On stage, we first meet Mac (Allison Findley) camping in the northwest woods with a self- assigned task of making endless lists of things that have already disappeared from the earth. Her companion is Gray, a fox in human form played by Ryan Lewis. He sees no point in her obsession but is content to kibitz as he watches her mind deteriorate. As the fire closes in, a pair of sincere but ineffective forest rangers try to get Mac to save herself, but since the world is ending, it, too, may be pointless. Leidy Iglesias and Vaughan Kramer play the misguided Jane and Joe with klutzy humor. Enter the Psychopomp, a nymph borrowed from Greek mythology whose job is to guide souls into the afterlife. Played with biting humor by a wingéd Aiden Galbraith, this bemused spirit can only impatiently observe the earthlings’ lives devolve into a theatre of the absurd. Mac tells us the machine that’s broken is the human system speeding past “as in a car full of drunken teenagers, all oblivious to the cliff and the broken guardrail.” There’s nothing subtle about this play, but maybe all is not lost. Faced with existential dilemmas, one character observes, “Life is terrible and sometimes sublime.” In the end, we see Mac and Jane trying to get to the ocean, dragging a bag containing a blow-up raft, thinking that will be their vehicle of escape. Perhaps it also symbolizes our accumulated baggage the earth will either burn or be forced to absorb when we tire of lugging it around.

Scenic designer Melpomene Katakalos creates a realistic sense of the spreading fire set that actually drives the drama. In the background, glowing embers grow gradually stronger as the fire nears the beach. She starts off with a downstage setting featuring a take on Mac’s hundreds of lists looking like strips of old sheeting hung from the rafters and flowing in the breeze.

There is a lot of interesting dialog in this play; some of it may be missed because actors’ voices don’t carry or they are speaking too fast. But the audience will still get the drift and walk out wanting to do something to turn this buggy around.

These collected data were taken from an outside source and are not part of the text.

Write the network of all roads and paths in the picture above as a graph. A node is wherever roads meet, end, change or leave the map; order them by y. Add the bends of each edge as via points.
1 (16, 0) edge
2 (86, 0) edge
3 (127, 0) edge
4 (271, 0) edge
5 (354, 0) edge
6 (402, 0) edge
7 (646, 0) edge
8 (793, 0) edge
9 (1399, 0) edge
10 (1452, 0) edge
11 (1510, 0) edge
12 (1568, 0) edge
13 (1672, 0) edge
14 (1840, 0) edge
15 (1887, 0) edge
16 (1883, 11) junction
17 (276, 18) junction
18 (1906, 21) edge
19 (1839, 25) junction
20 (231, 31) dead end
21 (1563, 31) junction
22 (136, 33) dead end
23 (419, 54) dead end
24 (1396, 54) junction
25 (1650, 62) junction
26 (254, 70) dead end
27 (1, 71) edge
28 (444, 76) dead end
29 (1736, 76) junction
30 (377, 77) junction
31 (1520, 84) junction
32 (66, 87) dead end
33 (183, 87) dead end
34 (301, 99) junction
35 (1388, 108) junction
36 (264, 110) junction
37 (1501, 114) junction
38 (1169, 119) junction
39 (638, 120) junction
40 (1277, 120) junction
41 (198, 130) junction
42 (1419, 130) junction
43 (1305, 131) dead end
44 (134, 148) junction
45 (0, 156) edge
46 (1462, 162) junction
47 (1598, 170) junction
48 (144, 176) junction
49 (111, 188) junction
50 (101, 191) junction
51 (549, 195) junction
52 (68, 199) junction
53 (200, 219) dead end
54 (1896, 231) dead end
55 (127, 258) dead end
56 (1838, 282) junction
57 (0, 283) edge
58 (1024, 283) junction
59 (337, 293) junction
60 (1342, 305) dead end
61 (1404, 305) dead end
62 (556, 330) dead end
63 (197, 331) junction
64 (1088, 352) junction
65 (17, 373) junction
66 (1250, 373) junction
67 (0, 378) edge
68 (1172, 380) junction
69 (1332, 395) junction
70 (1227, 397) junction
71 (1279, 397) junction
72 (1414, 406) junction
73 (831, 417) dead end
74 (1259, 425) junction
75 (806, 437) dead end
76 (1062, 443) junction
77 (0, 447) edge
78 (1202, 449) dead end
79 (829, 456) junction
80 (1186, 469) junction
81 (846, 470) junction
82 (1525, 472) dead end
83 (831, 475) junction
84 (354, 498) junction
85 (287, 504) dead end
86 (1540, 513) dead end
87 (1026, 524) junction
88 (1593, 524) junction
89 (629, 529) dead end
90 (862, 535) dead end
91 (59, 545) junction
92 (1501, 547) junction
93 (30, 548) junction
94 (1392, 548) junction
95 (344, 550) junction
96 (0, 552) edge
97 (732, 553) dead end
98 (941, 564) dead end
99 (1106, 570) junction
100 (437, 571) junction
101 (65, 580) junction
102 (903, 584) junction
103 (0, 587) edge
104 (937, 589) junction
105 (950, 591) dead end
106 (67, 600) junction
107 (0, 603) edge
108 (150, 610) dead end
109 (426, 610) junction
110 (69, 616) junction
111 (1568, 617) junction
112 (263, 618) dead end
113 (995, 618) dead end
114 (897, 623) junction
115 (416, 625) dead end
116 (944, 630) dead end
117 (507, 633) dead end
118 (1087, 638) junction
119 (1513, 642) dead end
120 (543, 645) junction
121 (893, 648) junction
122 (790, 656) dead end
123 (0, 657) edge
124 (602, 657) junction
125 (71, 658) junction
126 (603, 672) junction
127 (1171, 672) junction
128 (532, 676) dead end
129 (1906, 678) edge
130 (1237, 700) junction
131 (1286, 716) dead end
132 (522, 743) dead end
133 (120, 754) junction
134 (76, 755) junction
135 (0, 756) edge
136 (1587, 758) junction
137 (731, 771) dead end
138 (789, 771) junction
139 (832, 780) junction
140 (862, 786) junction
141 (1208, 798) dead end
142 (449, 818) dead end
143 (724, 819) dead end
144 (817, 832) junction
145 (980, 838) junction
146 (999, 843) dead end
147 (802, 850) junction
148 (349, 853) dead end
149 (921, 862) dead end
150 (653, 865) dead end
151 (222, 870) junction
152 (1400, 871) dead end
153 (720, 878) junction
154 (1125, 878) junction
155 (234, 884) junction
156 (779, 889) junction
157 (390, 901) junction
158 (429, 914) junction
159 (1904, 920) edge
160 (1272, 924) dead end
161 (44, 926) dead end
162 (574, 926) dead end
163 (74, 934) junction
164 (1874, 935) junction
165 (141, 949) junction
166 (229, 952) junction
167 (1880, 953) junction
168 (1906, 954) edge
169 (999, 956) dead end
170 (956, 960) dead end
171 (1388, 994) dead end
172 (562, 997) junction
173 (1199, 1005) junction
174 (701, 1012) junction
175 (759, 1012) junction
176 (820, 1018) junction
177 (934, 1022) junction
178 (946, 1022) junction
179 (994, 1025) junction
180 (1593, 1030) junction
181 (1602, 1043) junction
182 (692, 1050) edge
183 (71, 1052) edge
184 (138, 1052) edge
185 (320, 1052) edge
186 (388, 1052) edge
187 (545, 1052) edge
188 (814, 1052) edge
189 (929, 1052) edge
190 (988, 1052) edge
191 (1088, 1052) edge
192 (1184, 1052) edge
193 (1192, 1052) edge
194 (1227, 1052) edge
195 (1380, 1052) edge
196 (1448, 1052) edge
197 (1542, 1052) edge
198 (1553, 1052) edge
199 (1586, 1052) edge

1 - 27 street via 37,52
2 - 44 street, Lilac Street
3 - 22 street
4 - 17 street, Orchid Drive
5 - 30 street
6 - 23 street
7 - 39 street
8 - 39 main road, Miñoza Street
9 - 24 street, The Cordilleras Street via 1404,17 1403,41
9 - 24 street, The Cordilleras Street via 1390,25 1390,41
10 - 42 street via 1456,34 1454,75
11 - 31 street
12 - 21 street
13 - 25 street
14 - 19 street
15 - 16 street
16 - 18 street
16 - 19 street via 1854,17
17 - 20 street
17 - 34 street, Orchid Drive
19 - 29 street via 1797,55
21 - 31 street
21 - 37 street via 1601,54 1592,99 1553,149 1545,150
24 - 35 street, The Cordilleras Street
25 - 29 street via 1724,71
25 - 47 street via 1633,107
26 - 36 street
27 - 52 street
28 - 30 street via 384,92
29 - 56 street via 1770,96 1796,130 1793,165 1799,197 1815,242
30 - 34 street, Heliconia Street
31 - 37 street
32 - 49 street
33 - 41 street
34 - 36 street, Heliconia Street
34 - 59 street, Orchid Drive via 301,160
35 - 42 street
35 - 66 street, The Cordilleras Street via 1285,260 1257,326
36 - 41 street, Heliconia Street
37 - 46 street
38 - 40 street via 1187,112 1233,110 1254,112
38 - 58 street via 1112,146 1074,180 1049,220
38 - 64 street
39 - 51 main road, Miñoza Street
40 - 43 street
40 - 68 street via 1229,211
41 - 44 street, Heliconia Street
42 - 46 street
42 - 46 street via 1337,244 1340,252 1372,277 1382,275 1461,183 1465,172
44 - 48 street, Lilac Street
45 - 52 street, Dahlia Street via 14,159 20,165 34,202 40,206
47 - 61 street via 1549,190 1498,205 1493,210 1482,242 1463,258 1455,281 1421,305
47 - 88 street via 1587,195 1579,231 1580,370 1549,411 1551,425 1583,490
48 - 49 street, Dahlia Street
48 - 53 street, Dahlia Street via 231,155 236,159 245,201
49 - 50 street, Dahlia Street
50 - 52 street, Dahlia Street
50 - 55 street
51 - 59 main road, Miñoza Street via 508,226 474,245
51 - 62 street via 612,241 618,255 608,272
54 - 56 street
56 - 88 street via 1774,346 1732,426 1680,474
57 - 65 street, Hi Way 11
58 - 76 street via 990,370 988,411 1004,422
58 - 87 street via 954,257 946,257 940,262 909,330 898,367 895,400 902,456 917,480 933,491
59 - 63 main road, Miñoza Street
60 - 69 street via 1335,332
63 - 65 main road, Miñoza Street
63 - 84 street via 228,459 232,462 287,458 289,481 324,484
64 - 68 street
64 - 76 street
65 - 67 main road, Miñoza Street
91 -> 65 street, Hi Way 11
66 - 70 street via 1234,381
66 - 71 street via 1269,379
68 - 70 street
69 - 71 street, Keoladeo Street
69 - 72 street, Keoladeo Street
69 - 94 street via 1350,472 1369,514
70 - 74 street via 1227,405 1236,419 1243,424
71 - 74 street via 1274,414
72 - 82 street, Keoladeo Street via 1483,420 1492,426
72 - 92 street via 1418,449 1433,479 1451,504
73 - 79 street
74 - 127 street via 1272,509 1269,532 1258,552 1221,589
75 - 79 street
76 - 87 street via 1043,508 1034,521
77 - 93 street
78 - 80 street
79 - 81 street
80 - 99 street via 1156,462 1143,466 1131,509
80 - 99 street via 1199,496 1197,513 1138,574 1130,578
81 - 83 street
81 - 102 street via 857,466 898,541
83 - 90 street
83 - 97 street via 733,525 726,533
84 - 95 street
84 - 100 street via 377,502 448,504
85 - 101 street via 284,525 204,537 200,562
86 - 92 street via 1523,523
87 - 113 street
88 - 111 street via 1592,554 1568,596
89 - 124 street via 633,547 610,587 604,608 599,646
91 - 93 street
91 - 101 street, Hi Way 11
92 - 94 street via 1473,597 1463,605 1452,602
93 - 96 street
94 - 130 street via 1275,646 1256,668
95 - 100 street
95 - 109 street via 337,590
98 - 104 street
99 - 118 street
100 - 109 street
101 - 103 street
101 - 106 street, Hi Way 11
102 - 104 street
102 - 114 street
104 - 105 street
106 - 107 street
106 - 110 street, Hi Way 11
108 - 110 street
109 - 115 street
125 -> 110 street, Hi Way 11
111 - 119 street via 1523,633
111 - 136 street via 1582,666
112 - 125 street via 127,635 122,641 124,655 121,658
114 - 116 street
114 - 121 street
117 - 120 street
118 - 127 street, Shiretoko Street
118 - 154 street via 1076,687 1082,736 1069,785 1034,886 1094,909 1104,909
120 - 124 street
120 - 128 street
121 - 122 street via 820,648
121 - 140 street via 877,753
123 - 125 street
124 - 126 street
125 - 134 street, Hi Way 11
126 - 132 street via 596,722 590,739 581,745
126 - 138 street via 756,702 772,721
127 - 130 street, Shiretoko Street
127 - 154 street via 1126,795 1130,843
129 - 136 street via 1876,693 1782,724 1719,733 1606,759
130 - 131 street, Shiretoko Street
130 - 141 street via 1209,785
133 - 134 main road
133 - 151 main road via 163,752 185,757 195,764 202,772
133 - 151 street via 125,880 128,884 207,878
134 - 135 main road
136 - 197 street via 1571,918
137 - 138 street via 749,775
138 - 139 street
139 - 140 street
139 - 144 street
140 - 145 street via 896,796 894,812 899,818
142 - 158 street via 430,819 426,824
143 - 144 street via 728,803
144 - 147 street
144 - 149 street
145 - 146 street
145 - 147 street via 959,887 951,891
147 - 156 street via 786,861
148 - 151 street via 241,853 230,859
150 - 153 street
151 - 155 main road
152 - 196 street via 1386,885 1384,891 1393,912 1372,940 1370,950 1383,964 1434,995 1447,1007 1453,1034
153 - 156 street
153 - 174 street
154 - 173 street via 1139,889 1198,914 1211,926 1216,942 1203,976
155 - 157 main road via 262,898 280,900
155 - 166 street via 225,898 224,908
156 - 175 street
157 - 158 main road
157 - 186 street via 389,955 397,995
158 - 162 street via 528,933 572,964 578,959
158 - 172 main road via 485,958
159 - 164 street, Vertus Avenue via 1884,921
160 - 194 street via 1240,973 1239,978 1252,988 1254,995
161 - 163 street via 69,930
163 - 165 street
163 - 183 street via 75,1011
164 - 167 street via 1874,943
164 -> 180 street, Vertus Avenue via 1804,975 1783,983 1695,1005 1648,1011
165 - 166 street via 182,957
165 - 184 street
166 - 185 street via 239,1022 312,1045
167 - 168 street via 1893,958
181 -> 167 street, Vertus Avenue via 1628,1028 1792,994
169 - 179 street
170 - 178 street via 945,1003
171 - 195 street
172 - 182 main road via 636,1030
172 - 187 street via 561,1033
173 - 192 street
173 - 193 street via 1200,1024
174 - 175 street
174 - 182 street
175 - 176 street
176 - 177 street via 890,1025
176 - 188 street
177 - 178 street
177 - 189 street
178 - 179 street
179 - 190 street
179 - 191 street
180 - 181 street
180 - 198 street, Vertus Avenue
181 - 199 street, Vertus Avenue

Artists like Adams are warning us about environmental degradation so we are likely to see many new productions designed to make us consider the harm we have done to our home planet and, hopefully, what we can do to change our ways. In Act 1, Adams presents us with the all-encompassing chaos of environmental failure while our characters run about aimlessly. There is no Act 2 so we never know what happens to them. Perhaps we still have time to write our own happy ending.